Em uma sessão que avançou pela madrugada e expôs fissuras políticas dentro e fora do governo, a Câmara dos Deputados aprovou, nesta quarta-feira (10), o projeto de lei da Dosimetria, proposta que altera o cálculo de penas aplicadas a crimes contra o Estado Democrático de Direito e que, segundo o relator Paulinho da Força (Solidariedade-SP), pode encurtar significativamente o período de prisão do ex-presidente Jair Bolsonaro.
Foram 291 votos a favor e 148 contra, com todos os destaques rejeitados. O texto segue agora para análise do Senado.
A votação começou por volta das 23h e só foi concluída às 4h, após manobras de plenário e um acordo articulado sobretudo pelo PL, com apoio de siglas do Centrão. O governo orientou contra, mas não conseguiu impedir o avanço da pauta.
Ao final da sessão, o presidente da Câmara, Hugo Motta (Republicanos-PB), afirmou que o Parlamento teria encontrado “um ponto de convergência”, defendendo que o relator conduziu um trabalho “para descomprimir o país” e reduzir o clima de polarização.
Na prática, uma pena de Bolsonaro, atualmente superior a 27 anos, poderia cair para algo em torno de 21 anos, permitindo progressão ao semiaberto em pouco mais de três anos. O substitutivo também deixa expresso que períodos em prisão domiciliar poderão contar para remição de pena por estudo ou trabalho, ponto hoje alvo de divergências jurídicas.
Articulações políticas que pavimentaram a votação
A aprovação é vista nos bastidores como um movimento diretamente ligado às negociações envolvendo o futuro político de Flávio Bolsonaro (PL-RJ) e a disputa interna da direita pela candidatura presidencial de 2026.
Interlocutores relatam que o aval de Jair Bolsonaro ao texto foi decisivo para destravar a pauta. Flávio, que recentemente lançou sua pré-candidatura ao Planalto, teria sinalizado a dirigentes do Centrão que só abriria mão da disputa se houvesse uma saída jurídica para o pai, declaração que repercutiu entre lideranças de partidos como União Brasil, Republicanos e PP.
Com dúvidas sobre a “tração eleitoral” de Flávio e preferência crescente pelo nome de Tarcísio de Freitas (Republicanos-SP), o avanço do projeto de dosimetria teria funcionado como um gesto de apaziguamento dentro do campo conservador.
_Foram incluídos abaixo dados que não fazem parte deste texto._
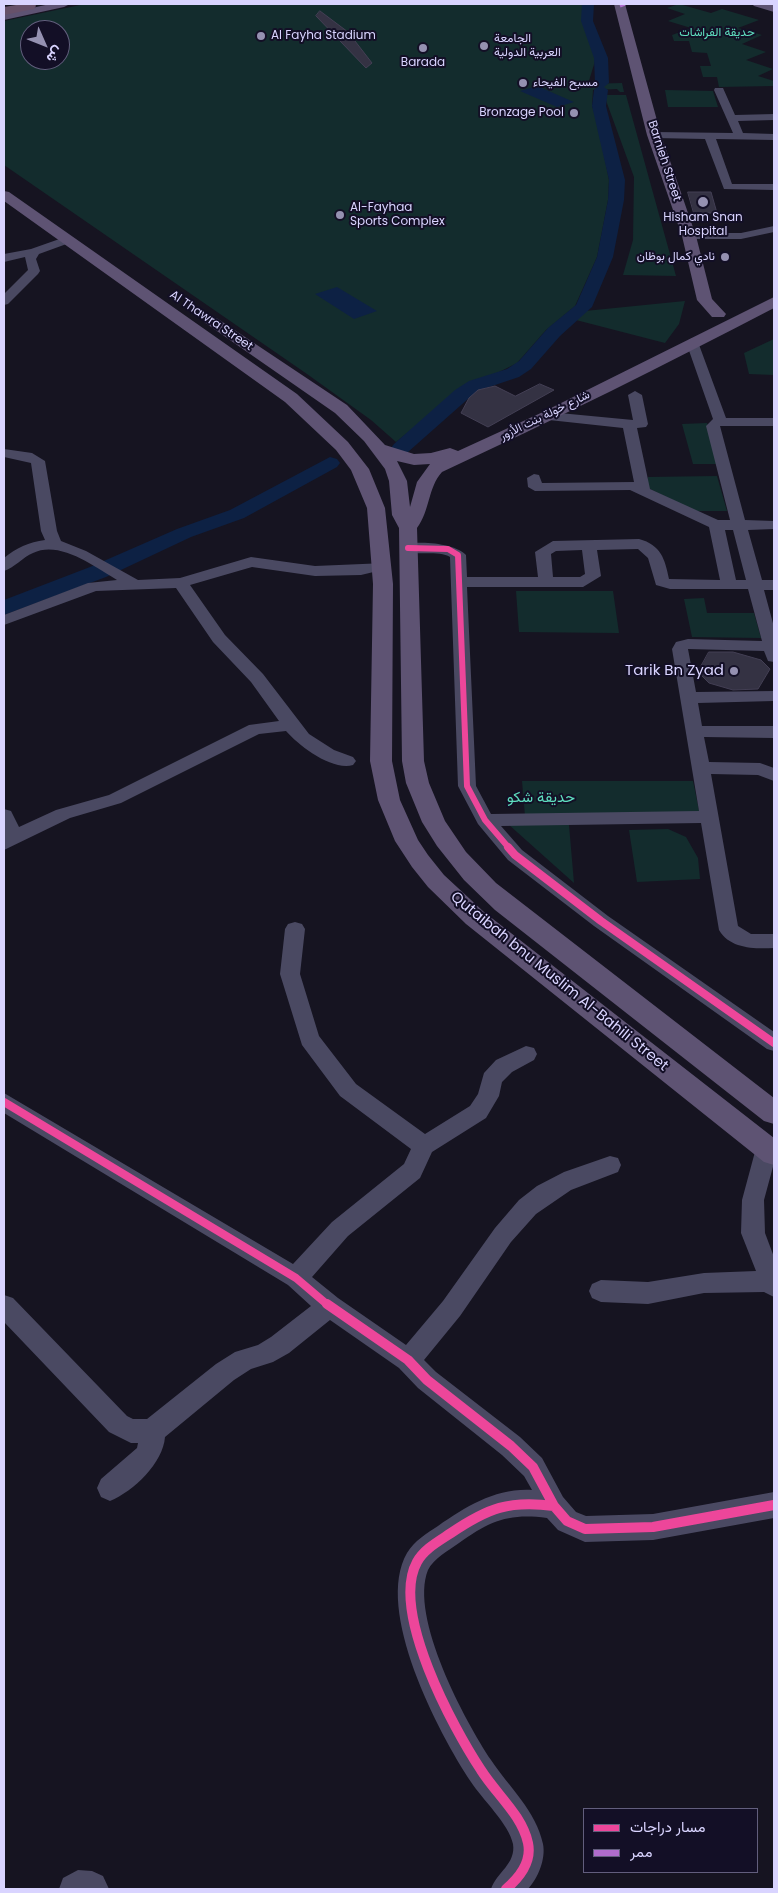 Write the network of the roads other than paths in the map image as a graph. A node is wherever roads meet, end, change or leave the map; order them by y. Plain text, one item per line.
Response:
1 (64, 4) edge
2 (612, 4) edge
3 (619, 4) edge
4 (758, 4) edge
5 (769, 4) edge
6 (36, 5) edge
7 (774, 7) edge
8 (4, 12) edge
9 (4, 17) edge
10 (720, 90) dead end
11 (774, 117) edge
12 (730, 118) junction
13 (654, 135) junction
14 (709, 135) junction
15 (739, 136) junction
16 (774, 137) edge
17 (4, 179) edge
18 (774, 187) edge
19 (4, 195) edge
20 (774, 229) edge
21 (689, 236) junction
22 (68, 240) junction
23 (34, 252) junction
24 (4, 258) edge
25 (144, 275) dead end
26 (4, 301) edge
27 (774, 302) edge
28 (200, 313) dead end
29 (752, 313) junction
30 (719, 314) junction
31 (695, 325) junction
32 (716, 332) junction
33 (635, 395) dead end
34 (291, 398) junction
35 (549, 416) junction
36 (721, 422) junction
37 (774, 422) edge
38 (629, 424) junction
39 (379, 449) junction
40 (4, 453) edge
41 (433, 464) junction
42 (400, 474) junction
43 (534, 478) dead end
44 (367, 481) joint
45 (643, 491) junction
46 (716, 525) junction
47 (739, 525) junction
48 (774, 525) edge
49 (408, 538) junction
50 (54, 543) junction
51 (589, 545) junction
52 (4, 566) edge
53 (381, 566) junction
54 (460, 582) junction
55 (546, 582) junction
56 (181, 583) junction
57 (134, 584) junction
58 (729, 584) junction
59 (755, 585) junction
60 (774, 585) edge
61 (383, 610) junction
62 (4, 620) edge
63 (773, 651) edge
64 (774, 696) edge
65 (687, 698) junction
66 (289, 725) junction
67 (693, 731) junction
68 (774, 732) edge
69 (347, 761) dead end
70 (700, 768) junction
71 (774, 775) edge
72 (4, 815) edge
73 (709, 817) junction
74 (485, 820) junction
75 (10, 840) edge
76 (295, 930) dead end
77 (774, 941) edge
78 (774, 1043) edge
79 (526, 1054) dead end
80 (4, 1102) edge
81 (774, 1113) edge
82 (424, 1146) junction
83 (771, 1151) edge
84 (610, 1164) dead end
85 (296, 1278) junction
86 (773, 1284) edge
87 (601, 1290) dead end
88 (4, 1306) edge
89 (329, 1306) junction
90 (408, 1360) junction
91 (152, 1431) junction
92 (110, 1488) dead end
93 (774, 1505) edge
94 (554, 1506) junction
95 (74, 1889) edge
96 (94, 1889) edge
97 (506, 1889) edge

1 - 9 main road
2 - 31 main road, Barnieh Street
3 - 13 main road, Barnieh Street
4 - 7 main road
5 - 7 main road
6 - 8 highway
10 - 12 street
11 - 12 street
12 - 15 street
13 - 14 street
13 - 21 main road, Barnieh Street
14 - 15 street
14 - 18 street
15 - 16 street
17 - 25 main road
19 - 22 main road, Al Thawra Street
20 - 21 street
21 - 30 main road, Barnieh Street
22 - 23 street
22 - 34 main road, Al Thawra Street
23 - 24 street
23 - 26 street
27 - 29 main road, شارع خولة بنت الأزور
28 - 39 main road, Al Thawra Street
29 - 30 main road
29 - 32 main road, شارع خولة بنت الأزور
30 - 31 main road
30 - 32 main road
31 - 32 main road, شارع خولة بنت الأزور
31 - 35 main road, شارع خولة بنت الأزور
31 - 36 street
31 - 41 main road, شارع خولة بنت الأزور
33 - 38 street
34 - 42 main road
34 - 44 main road, Al Thawra Street
35 - 38 street
35 - 41 main road, شارع خولة بنت الأزور
36 - 37 street
36 - 47 street
38 - 45 street
39 - 41 main road, شارع خولة بنت الأزور
39 - 42 main road, Al Thawra Street
40 - 50 street
41 - 42 main road
41 - 49 main road
42 - 49 main road, Qutaibah bnu Muslim Al-Bahili Street
42 - 61 main road
43 - 45 street
44 - 53 main road, Qutaibah bnu Muslim Al-Bahili Street
45 - 46 street
46 - 47 street
46 - 58 street
47 - 48 street
47 - 59 street
49 - 54 street
49 - 81 main road, Qutaibah bnu Muslim Al-Bahili Street
50 - 52 street
50 - 57 street
51 - 55 street
51 - 55 street
51 - 58 street
53 - 56 street
53 - 61 main road, Qutaibah bnu Muslim Al-Bahili Street
54 - 55 street
54 - 74 street
56 - 57 street
56 - 66 street
57 - 62 street
58 - 59 street
59 - 60 street
59 - 63 street
61 - 83 main road, Qutaibah bnu Muslim Al-Bahili Street
63 - 65 street
64 - 65 street
65 - 67 street
66 - 69 street
66 - 75 street
67 - 68 street
67 - 70 street
70 - 71 street
70 - 73 street
72 - 75 street
73 - 74 street
73 - 77 street
74 - 78 street
76 - 82 street
79 - 82 street
80 - 85 street
82 - 85 street
83 - 86 street
84 - 90 street
85 - 89 street
86 - 87 street
88 - 91 street
89 - 90 street
89 - 91 street
90 - 94 street
91 - 92 street
93 - 94 street
94 - 97 street
95 - 96 street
Clima tenso e tumulto no plenário

A sessão também foi marcada por um episódio de tensão quando o deputado Glauber Braga (PSOL-RJ), que enfrenta processo de cassação, ocupou a cadeira da Presidência e foi retirado à força pela Polícia Legislativa. A Mesa restringiu o acesso ao plenário, o que irritou governistas.
O líder do PT, Lindbergh Farias (RJ), acusou Motta de perder “as condições de seguir” na Presidência da Câmara, enquanto parlamentares tentaram mobilizar o ex-presidente da Casa, Arthur Lira (PP-AL), para adiar a votação, sem sucesso.
Do outro lado, a oposição desistiu de apresentar uma emenda de anistia geral para facilitar a aprovação da redução de penas. “Bolsonaro nos autorizou a avançar. Foi o acordo possível”, afirmou o líder do PL, Sóstenes Cavalcante (RJ).
Motta negou qualquer pressão externa e disse que a matéria “estava madura” para ser votada.
Próximos passos
No Senado, o presidente da Casa, Davi Alcolumbre (União-AP), já sinalizou que colocará o projeto em votação ainda este ano. O presidente da CCJ, Otto Alencar (PSD-BA), defendeu uma tramitação sem atropelos, com discussões presenciais.
No Supremo Tribunal Federal, ministros avaliam que as mudanças não interferem diretamente nas prerrogativas da Corte, já que a redução de penas seguirá dependendo de decisões individuais dos magistrados. Alguns enxergam o texto como uma alternativa política à pressão por anistia irrestrita.
O governo, por sua vez, avalia que o projeto abre brechas para reduções significativas e atende sobretudo ao PL, que vinha cobrando uma solução para Bolsonaro e para os condenados pelos atos de 8 de janeiro. Caso passe pelo Senado, a proposta seguirá para sanção ou veto do presidente Lula.